**What is needed**
Determine the count of lines containing "node" in the entries below and return only that figure.

**Record set**

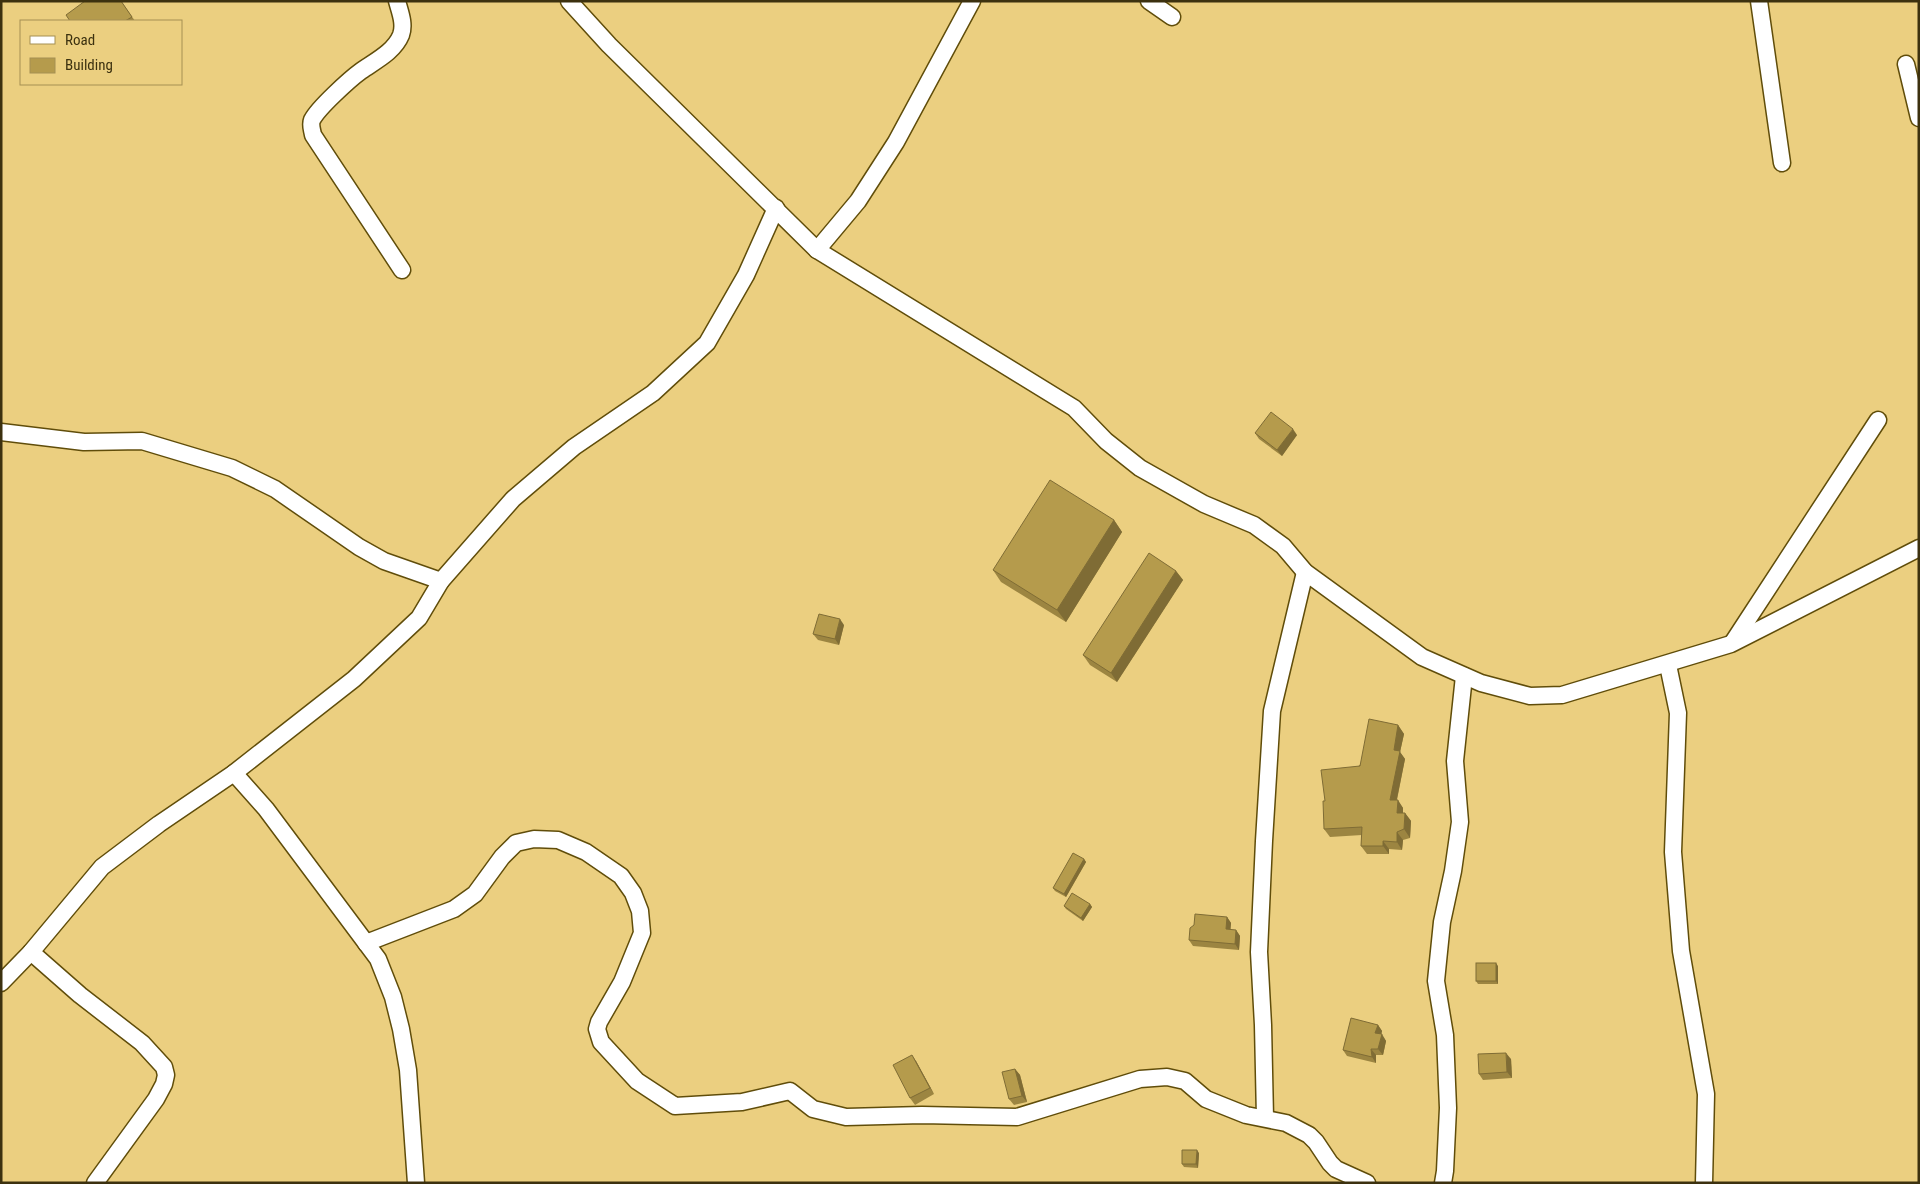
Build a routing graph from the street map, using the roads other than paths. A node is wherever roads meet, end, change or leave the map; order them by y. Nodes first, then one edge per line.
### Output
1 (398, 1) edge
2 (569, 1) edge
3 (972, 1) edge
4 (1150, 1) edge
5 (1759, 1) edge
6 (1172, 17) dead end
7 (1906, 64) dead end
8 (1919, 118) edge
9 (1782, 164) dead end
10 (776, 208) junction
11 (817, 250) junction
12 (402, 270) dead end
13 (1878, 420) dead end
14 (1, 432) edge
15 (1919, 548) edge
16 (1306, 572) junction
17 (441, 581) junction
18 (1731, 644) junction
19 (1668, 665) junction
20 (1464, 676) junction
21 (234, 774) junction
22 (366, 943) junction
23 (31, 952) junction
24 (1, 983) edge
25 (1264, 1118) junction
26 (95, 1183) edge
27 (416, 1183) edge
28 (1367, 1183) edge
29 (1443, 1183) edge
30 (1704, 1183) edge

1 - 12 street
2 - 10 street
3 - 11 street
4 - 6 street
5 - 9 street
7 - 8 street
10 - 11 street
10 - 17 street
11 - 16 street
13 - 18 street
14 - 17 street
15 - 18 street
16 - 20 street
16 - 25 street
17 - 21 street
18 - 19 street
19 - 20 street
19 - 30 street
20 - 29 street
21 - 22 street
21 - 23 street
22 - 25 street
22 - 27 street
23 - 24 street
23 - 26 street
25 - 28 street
* * *
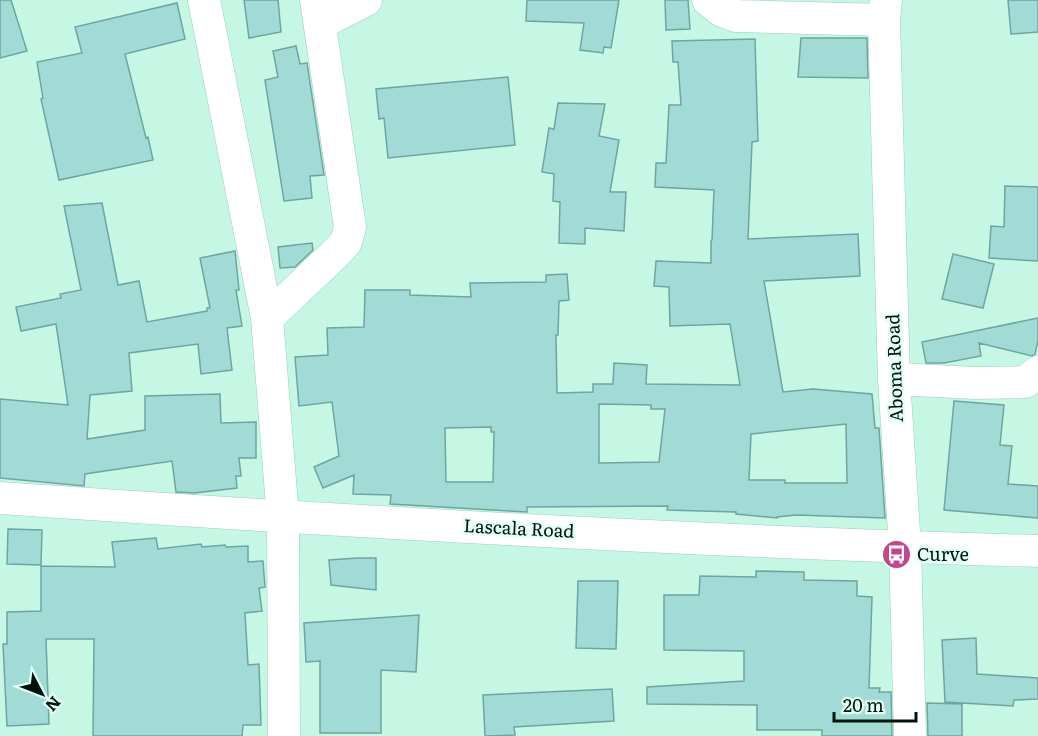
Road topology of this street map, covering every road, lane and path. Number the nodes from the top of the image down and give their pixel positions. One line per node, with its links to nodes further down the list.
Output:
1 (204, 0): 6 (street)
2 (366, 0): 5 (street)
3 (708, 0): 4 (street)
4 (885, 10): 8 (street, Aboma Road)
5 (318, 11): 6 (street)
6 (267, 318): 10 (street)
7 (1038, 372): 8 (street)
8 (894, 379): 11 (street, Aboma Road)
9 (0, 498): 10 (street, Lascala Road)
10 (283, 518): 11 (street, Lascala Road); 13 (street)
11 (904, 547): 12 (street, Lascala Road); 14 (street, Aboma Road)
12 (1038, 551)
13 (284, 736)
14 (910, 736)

**Exercise result**
2